WHAT IS BEING ASKED ->
What lines in the data below mention the string "dead"? Copy them out.

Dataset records
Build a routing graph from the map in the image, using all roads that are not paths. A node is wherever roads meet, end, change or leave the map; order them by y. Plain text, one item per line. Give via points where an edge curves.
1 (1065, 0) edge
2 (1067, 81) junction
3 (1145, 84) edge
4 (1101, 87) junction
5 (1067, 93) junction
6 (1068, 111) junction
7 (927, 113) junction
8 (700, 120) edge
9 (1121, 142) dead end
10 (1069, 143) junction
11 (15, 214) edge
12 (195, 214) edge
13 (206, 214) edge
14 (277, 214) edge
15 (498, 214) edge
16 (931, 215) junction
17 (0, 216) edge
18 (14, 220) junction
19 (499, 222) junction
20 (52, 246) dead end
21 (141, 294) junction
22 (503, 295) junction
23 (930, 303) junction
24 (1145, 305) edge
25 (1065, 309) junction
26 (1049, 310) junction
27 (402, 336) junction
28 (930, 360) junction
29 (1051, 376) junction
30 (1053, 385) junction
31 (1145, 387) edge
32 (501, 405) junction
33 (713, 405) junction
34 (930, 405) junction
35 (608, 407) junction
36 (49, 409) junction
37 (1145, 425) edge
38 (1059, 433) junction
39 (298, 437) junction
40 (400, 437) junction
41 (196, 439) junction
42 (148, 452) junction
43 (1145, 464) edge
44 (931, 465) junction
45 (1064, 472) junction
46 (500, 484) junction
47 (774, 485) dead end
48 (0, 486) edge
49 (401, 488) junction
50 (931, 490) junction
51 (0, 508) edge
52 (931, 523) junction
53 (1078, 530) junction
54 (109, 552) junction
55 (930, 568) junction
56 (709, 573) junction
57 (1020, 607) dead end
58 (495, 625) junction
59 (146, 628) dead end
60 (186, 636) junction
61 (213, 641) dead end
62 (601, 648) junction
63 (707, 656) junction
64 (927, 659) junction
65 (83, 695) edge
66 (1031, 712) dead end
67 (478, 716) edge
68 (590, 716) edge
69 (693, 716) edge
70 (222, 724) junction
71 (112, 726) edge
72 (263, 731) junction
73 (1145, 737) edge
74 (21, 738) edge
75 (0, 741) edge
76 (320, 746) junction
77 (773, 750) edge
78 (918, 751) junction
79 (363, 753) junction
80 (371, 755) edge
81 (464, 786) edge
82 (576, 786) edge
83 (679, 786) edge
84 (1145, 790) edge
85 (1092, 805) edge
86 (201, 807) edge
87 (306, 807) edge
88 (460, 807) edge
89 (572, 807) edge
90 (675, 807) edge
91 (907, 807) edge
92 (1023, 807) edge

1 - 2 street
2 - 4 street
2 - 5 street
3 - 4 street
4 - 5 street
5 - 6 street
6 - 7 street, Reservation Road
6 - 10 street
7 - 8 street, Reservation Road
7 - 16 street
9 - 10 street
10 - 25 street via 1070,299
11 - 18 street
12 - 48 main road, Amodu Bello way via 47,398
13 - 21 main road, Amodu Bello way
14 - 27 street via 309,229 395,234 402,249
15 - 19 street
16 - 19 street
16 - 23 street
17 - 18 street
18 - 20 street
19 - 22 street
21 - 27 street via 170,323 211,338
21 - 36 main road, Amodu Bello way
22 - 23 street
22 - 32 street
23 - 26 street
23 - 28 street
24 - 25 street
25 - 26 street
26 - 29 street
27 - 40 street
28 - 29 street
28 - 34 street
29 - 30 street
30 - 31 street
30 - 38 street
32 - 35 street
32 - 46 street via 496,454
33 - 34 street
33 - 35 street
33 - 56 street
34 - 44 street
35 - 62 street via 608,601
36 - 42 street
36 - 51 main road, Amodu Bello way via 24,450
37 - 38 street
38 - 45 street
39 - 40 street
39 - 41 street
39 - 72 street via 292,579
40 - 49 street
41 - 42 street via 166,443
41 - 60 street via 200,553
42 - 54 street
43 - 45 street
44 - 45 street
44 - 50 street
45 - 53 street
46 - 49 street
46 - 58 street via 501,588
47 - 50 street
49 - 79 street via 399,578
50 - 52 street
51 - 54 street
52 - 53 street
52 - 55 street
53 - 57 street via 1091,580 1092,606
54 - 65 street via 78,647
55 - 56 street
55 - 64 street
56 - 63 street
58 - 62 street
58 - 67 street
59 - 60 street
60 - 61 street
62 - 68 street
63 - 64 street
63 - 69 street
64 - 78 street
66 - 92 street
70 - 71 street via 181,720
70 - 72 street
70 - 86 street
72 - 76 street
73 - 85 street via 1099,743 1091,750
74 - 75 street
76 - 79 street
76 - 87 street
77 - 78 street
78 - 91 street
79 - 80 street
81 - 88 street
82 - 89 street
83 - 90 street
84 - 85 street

TASK OUTPUT ->
9 (1121, 142) dead end
20 (52, 246) dead end
47 (774, 485) dead end
57 (1020, 607) dead end
59 (146, 628) dead end
61 (213, 641) dead end
66 (1031, 712) dead end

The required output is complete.